Cinco años de batalla legal: las familias de víctimas en residencias de Madrid reclaman justicia a pocos días de que los delitos prescriban
Las actuaciones de los tribunales entran en el tiempo de descuento, ya que si no se judicializan los casos, los delitos podrían empezar a prescribir a partir de la segunda quincena de marzo.

Madrid--Actualizado a
Cinco años después de la primera ola de la pandemia de la covid-19, familiares de personas mayores fallecidas en residencias de la Comunidad de Madrid continúan su lucha en los tribunales. Buscan justicia por los llamados "protocolos de la vergüenza", aplicados entre marzo y abril de 2020. Estos impidieron derivar a hospitales de residentes con dependencia física o cognitiva infectados con el virus, lo que dejó un saldo de 7.291 fallecidos sin recibir atención hospitalaria.
Las familias han encontrado importantes obstáculos en su batalla judicial. El primero fue la propia existencia de estos documentos. Aunque inicialmente el Gobierno autonómico intentó negar su aplicación, pronto se desveló, no solo que existieron, sino que fueron implementados con rigurosidad en muchos centros.
Además, los tribunales han ido cerrando las investigaciones al considerar que los médicos de las residencias actuaron conforme a la lex artis del momento, es decir, según el conocimiento y los protocolos médicos disponibles en ese contexto. A pesar de los reveses judiciales, las familias insisten en que se haga justicia y que se depuren responsabilidades por lo ocurrido en los geriátricos durante los meses más críticos de la pandemia.
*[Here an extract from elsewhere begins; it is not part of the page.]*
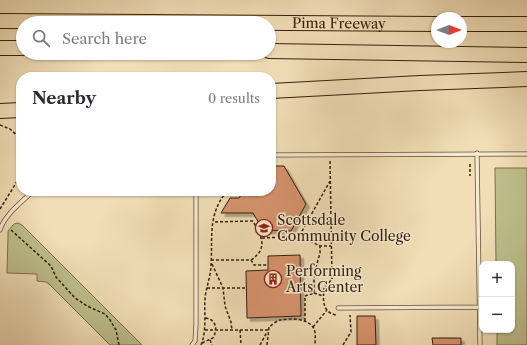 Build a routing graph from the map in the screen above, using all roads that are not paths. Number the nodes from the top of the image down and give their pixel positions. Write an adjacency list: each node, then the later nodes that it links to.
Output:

Desde mayo de 2020, la plataforma Marea de Residencias ha impulsado acciones legales para esclarecer responsabilidades. En total, se presentaron 350 querellas, de las cuales 269 fueron archivadas, mientras que 81 aún siguen en proceso en distintos juzgados madrileños. Tras el cierre de los casos en la Audiencia Provincial de Madrid, decenas de familiares han recurrido al Tribunal Constitucional para solicitar su reapertura.
La primera denuncia colectiva
El pasado mes de octubre, Marea de Residencias y 7.291: Verdad y Justicia presentaron la primera denuncia conjunta. A diferencia de las querellas anteriores, esta explora una vía completamente nueva al acusar a 29 personas de un delito continuado de "denegación de la prestación sanitaria por motivos discriminatorios", según el artículo 511 del Código Penal. En enero, la Fiscalía de Madrid citó a declarar a decenas de familiares.
Dicha denuncia representa a familiares de 115 residentes de 72 geriátricos diferentes. Según los denunciantes, 111 de estos ancianos fallecieron sin recibir atención médica adecuada, víctimas de un sistema que les negó el traslado a hospitales y asistencia sanitaria cuando más lo necesitaban.
Las denuncias apuntan directamente a la presidenta regional, Isabel Díaz Ayuso, así como a los exconsejeros de Sanidad, Enrique Ruiz Escudero, y de Justicia, Enrique López. También se han dirigido contra directores de residencias, a quienes acusan de presuntos delitos de homicidio imprudente, omisión del deber de socorro, denegación de tratamiento médico y prevaricación.
En total, se contemplan 29 responsables, incluidos Carlos Mur y Francisco Javier Martínez Peromingo, quienes fueron exdirectores de Coordinación Sociosanitaria en Madrid. En concreto, Mur fue el firmante y Martínez el autor de los protocolos de la vergüenza.
Las asociaciones firmantes han subrayado que la discriminación hacia los residentes no se limitó a la falta de atención en los hospitales públicos. También se les negó acceso a hospitales privados, al hospital provisional de Ifema y a los hoteles medicalizados, a menos que contaran con seguros privados.
Riesgo de que los delitos prescriban
La Justicia debe actuar con celeridad, ya que los delitos denunciados podrían empezar a prescribir a partir de la segunda quincena de marzo. Es por ello que tanto los denunciantes como las asociaciones involucradas han instado a la Fiscalía a actuar con celeridad, recordando que han aportado una amplia base documental que respalda las acusaciones.
Entre las pruebas figuran informes internos del Gobierno regional que detallan la precariedad en las residencias, con carencias de personal médico y de enfermería que, en algunos casos, alcanzaban niveles alarmantes.
Las familias esperan que este proceso no solo esclarezca las responsabilidades, sino que también sirva como punto de inflexión para evitar que situaciones similares vuelvan a ocurrir. Entre tanto, el reloj sigue corriendo y el riesgo de impunidad permanece.